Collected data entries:
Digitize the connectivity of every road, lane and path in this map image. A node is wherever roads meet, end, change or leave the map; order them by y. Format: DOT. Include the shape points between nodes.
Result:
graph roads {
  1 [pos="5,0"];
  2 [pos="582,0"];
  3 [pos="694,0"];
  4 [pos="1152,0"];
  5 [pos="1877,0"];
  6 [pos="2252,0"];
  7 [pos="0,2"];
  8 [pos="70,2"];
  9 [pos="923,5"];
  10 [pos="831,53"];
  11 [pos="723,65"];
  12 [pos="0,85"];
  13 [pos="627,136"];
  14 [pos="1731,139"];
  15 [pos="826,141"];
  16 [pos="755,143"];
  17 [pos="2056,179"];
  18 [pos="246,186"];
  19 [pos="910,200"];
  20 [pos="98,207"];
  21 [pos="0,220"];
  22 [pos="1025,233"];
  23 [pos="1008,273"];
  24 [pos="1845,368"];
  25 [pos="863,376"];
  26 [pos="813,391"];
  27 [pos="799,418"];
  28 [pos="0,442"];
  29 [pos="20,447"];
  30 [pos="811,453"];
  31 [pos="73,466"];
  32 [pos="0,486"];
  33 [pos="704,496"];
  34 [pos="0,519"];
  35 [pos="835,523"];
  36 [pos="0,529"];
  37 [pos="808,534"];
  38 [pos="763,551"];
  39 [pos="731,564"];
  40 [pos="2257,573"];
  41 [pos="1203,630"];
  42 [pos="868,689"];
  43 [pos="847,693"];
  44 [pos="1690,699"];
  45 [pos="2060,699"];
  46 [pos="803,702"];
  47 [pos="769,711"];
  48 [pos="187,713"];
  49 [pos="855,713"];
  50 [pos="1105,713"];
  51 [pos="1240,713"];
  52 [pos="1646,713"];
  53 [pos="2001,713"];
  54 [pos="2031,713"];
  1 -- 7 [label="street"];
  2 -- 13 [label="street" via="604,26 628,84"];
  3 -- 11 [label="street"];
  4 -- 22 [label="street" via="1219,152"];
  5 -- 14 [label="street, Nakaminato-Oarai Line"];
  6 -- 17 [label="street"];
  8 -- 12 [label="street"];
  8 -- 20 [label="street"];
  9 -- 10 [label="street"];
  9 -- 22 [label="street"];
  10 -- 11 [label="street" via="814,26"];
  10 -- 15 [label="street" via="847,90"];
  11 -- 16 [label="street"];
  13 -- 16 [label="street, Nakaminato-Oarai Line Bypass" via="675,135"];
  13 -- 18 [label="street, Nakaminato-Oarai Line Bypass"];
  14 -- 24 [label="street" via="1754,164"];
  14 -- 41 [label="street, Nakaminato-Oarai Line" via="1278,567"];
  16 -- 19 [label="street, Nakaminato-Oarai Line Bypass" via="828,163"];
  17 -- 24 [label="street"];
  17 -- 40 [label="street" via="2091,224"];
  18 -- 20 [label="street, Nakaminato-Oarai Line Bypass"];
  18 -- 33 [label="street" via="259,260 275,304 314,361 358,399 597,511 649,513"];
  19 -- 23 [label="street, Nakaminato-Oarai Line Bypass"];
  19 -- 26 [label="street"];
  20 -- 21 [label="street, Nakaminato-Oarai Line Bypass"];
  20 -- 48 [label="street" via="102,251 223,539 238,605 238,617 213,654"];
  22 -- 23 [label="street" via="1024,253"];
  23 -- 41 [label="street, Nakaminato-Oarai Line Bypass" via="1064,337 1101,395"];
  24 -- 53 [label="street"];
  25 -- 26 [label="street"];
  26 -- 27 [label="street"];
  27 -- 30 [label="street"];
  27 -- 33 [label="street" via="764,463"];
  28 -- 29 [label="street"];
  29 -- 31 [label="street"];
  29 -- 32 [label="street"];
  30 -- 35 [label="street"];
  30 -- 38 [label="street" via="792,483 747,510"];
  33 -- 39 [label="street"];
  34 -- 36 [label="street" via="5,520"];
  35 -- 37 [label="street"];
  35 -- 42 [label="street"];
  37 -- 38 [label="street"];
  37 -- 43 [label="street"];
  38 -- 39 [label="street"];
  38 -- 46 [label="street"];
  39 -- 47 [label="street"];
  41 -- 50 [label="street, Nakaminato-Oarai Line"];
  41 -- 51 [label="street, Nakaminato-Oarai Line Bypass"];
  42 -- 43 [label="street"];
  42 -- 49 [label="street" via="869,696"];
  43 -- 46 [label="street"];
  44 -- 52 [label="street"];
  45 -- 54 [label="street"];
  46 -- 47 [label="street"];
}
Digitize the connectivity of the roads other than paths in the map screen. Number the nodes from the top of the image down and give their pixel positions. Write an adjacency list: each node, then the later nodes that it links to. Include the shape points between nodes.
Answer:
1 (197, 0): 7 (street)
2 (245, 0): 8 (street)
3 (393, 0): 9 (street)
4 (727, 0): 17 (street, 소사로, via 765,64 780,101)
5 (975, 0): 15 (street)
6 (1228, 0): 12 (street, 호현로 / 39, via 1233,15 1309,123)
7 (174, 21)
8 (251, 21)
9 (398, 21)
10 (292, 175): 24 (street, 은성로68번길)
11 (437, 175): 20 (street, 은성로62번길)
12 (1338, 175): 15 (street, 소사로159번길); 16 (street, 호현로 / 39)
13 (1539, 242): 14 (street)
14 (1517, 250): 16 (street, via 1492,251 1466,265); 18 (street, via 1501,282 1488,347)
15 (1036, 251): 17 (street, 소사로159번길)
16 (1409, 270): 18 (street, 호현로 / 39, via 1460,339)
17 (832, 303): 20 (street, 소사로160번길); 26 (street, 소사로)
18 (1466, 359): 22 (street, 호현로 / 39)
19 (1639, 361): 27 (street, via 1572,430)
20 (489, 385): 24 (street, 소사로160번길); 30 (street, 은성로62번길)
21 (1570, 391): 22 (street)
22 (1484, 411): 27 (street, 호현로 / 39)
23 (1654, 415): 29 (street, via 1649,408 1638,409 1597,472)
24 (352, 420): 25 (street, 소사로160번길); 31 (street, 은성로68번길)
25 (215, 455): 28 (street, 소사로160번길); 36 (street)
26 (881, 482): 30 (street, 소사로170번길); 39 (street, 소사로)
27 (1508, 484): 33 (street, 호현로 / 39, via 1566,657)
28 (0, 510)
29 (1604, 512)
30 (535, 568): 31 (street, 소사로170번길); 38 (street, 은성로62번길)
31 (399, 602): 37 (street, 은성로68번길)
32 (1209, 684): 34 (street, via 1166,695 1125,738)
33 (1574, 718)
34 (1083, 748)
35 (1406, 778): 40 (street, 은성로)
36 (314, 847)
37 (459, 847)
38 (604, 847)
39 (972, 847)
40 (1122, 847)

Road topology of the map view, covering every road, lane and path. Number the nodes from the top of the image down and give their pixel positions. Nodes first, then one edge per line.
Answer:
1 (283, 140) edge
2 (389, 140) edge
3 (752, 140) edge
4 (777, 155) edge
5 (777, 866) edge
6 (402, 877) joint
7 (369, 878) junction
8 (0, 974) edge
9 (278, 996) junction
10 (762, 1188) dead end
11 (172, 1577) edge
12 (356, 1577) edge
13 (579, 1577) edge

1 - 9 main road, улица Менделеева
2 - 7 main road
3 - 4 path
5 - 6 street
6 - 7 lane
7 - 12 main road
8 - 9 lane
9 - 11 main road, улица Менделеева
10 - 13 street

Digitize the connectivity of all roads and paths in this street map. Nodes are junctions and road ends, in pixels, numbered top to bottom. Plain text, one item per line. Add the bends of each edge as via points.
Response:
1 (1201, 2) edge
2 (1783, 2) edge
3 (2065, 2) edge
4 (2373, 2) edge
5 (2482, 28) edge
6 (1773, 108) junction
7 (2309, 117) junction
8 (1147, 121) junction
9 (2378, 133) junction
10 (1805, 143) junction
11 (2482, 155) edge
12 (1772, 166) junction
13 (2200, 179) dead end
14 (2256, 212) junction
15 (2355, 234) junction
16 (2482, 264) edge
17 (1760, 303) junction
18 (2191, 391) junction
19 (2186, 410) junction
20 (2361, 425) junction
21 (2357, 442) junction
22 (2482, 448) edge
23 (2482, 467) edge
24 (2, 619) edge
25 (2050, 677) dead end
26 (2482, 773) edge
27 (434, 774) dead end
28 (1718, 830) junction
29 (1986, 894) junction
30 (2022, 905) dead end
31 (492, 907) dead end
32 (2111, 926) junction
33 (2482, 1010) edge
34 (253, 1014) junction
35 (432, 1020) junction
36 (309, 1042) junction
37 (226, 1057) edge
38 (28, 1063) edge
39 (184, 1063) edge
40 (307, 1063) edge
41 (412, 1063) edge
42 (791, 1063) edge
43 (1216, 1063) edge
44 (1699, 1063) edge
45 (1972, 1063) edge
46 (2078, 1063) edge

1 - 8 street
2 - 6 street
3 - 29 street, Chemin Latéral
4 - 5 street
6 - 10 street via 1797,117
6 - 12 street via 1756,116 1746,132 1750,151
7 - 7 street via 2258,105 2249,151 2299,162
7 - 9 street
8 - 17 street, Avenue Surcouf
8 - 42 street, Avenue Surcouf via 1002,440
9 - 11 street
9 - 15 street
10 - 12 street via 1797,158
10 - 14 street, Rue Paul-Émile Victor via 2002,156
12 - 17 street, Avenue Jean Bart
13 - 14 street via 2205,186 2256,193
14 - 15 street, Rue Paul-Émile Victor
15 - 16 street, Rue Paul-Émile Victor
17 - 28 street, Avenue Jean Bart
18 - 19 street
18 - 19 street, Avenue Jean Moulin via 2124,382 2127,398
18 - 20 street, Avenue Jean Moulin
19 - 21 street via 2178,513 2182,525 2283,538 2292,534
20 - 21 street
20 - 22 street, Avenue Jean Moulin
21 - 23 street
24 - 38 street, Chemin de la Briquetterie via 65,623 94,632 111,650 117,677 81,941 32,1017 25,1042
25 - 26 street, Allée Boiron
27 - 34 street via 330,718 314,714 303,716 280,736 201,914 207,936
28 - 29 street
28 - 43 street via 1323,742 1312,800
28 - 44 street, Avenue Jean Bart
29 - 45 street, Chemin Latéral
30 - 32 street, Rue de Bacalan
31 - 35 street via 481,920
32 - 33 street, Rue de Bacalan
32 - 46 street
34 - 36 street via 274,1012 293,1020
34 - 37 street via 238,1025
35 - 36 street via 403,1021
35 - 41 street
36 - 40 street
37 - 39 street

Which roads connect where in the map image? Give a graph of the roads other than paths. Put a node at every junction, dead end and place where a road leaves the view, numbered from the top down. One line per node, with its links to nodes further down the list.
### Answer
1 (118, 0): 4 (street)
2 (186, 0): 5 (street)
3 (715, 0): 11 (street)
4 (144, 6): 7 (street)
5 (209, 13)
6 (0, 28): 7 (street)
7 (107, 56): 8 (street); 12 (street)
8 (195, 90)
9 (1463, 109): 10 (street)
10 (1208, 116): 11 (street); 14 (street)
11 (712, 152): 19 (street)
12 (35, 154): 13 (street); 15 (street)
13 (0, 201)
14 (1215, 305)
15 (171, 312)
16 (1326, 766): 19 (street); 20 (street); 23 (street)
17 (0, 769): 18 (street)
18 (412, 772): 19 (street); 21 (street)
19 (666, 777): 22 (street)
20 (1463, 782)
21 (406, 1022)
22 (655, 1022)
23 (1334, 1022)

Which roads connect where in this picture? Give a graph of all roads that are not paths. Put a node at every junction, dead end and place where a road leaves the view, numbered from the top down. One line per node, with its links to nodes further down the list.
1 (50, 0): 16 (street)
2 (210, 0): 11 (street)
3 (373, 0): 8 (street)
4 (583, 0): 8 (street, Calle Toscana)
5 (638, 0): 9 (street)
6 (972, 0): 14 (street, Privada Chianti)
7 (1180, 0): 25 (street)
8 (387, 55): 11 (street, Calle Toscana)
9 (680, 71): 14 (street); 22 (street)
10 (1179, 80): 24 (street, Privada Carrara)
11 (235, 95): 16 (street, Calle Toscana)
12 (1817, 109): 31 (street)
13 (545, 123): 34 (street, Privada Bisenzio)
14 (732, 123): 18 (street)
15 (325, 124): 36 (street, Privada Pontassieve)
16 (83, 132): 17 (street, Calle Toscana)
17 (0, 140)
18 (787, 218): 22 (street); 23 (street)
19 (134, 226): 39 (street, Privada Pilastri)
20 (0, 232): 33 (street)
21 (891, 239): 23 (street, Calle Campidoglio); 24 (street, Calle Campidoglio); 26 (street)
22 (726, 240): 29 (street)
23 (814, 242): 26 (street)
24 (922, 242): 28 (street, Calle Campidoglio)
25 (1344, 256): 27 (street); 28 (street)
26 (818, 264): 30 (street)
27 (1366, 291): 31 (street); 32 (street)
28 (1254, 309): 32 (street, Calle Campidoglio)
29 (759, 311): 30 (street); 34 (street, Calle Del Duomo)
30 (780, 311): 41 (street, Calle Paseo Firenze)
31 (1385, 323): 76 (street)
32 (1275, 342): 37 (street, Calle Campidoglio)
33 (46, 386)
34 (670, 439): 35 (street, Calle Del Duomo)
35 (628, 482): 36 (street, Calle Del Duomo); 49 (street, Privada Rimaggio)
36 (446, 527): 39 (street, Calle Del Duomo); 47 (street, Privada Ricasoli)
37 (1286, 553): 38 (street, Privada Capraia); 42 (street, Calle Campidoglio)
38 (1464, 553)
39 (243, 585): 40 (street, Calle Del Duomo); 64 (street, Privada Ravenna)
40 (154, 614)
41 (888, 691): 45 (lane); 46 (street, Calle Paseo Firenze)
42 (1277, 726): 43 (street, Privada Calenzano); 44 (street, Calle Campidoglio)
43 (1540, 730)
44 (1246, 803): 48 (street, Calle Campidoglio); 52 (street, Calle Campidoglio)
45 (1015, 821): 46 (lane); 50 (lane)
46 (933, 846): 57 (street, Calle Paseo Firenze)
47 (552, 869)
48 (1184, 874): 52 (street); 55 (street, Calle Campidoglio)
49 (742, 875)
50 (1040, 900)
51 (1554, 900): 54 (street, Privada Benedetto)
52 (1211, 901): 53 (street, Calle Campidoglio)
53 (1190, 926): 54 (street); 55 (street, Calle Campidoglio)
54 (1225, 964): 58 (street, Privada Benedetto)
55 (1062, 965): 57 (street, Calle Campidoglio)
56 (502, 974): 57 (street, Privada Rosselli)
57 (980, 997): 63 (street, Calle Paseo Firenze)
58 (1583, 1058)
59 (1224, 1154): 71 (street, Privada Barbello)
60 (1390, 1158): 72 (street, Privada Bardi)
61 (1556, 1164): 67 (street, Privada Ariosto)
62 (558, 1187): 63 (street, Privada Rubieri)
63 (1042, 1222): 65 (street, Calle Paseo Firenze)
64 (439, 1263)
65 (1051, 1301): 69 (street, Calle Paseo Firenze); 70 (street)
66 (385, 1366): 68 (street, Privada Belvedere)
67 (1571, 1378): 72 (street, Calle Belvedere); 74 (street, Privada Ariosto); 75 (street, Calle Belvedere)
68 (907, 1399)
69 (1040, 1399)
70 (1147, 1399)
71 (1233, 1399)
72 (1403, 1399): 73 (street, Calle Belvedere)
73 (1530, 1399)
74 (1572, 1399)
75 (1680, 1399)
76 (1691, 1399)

# WHAT THE TASK ASKS
Please find each line in the records above that holds the word "view", and copy it.

# FINAL ANSWER
Road topology of the map view, covering every road, lane and path. Number the nodes from the top of the image down and give their pixel positions. Nodes first, then one edge per line.
Which roads connect where in the map image? Give a graph of the roads other than paths. Put a node at every junction, dead end and place where a road leaves the view, numbered from the top down. One line per node, with its links to nodes further down the list.
Which roads connect where in this picture? Give a graph of all roads that are not paths. Put a node at every junction, dead end and place where a road leaves the view, numbered from the top down. One line per node, with its links to nodes further down the list.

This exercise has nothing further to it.